Khamis, 16 Mei 2013

ANTARA - Peristiwa

ANTARA - Peristiwa


Indonesia hadapi paradoks demokrasi-ekonomi

Posted: 16 May 2013 07:01 AM PDT

Jakarta (ANTARA News) - "Indonesia menghadapi paradoks dalam demokrasi karena sistem itu dijadikan pemilik modal untuk berkuasa," kata Dewan Direktur Sabang Merauke Circle, Syahganda Nainggolan, di Jakarta, Kamis. 

Di beberapa provinsi, kata dia, paradoks demokrasi berujung politik kekuasaan kental terjadi. Di Banten, sebagai contoh, demokrasi menjadi alat dari pemilik modal untuk berkuasa karena ada beberapa keluarga menjadi penguasa di sana. 

Padahal partisipasi masyarakat untuk berdemokrasi --melalui pemilu dan pilkada-- cukup tinggi. 

Menurut Nainggolan, seharusnya esensi demokrasi merupakan keterlibatan publik dalam setiap pembangunan ekonomi, politik, dan hukum. Namun dia menilai saat ini partisipasi publik dikesampingkan dan digunakan alat bagi pemilik modal.

"Menurut saya, selama ini kekuasaan republik ada di tangan pemilik modal. Mereka memberi uang untuk mengamankan bisnis," ujarnya.

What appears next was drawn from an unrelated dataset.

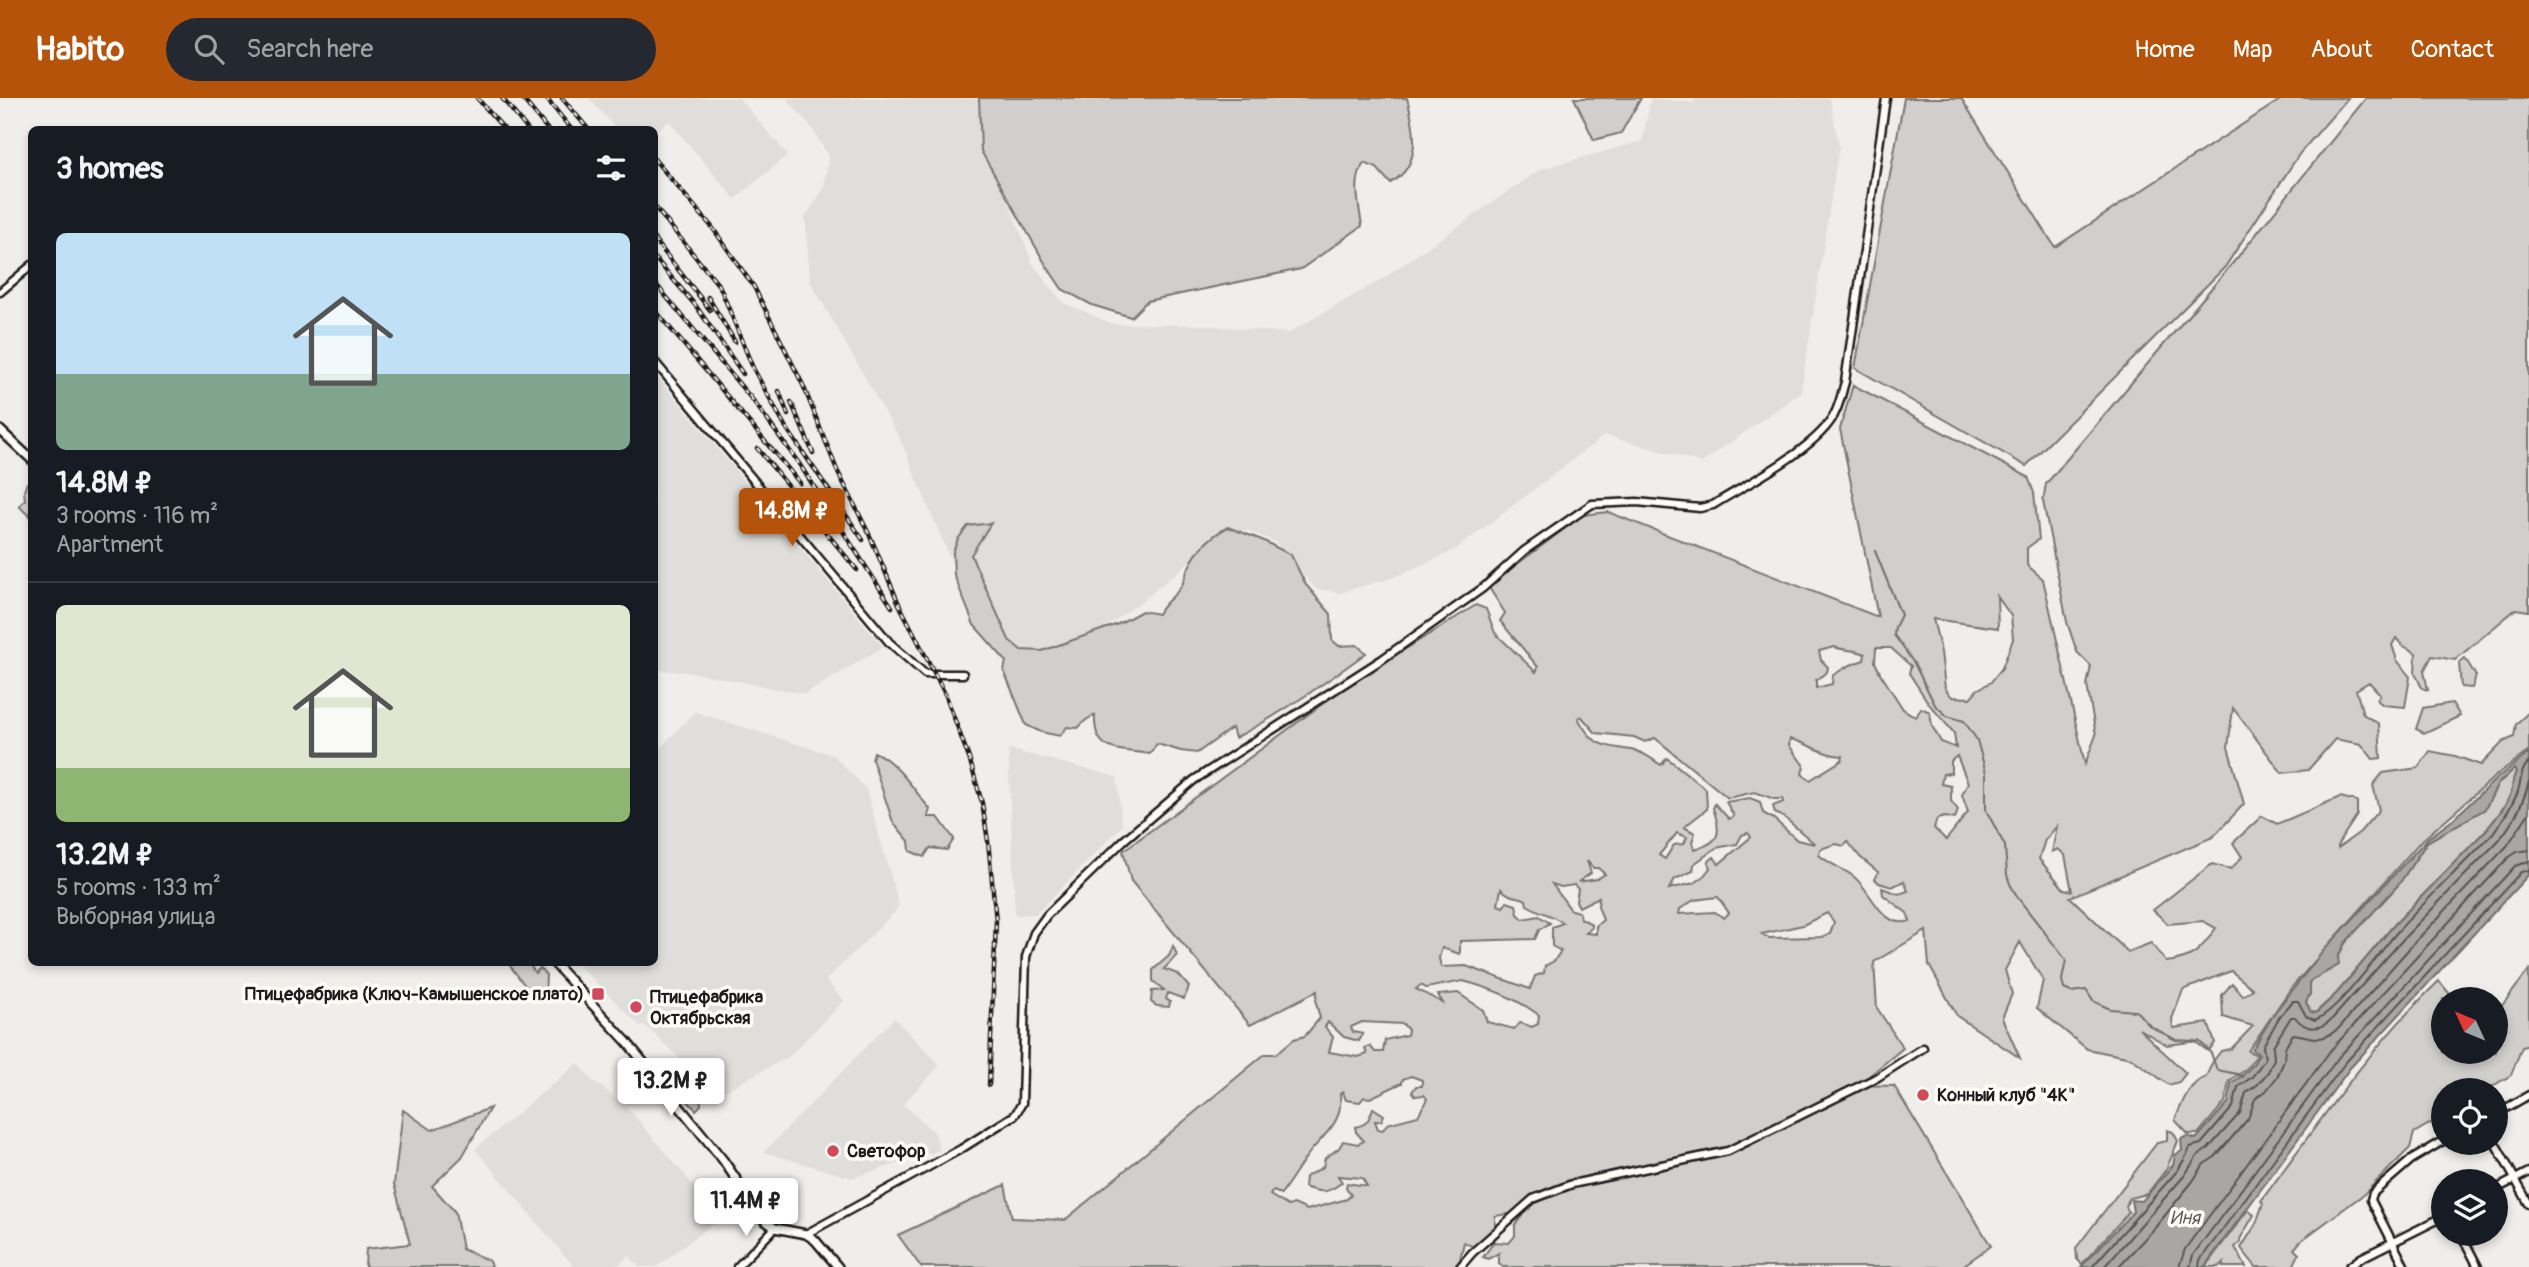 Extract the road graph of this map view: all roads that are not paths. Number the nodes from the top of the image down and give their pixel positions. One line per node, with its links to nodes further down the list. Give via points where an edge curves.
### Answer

Dia menilai supremasi hukum harus ditegakkan, sehingga tidak runcing kepada masyarakat bawah tetapi tumpul ke atas. Menurut dia, apabila saat ini banyak koruptor yang ditangkap dibandingkan era Orde Baru kemungkinan karena diperlukan banyak dana untuk demokrasi.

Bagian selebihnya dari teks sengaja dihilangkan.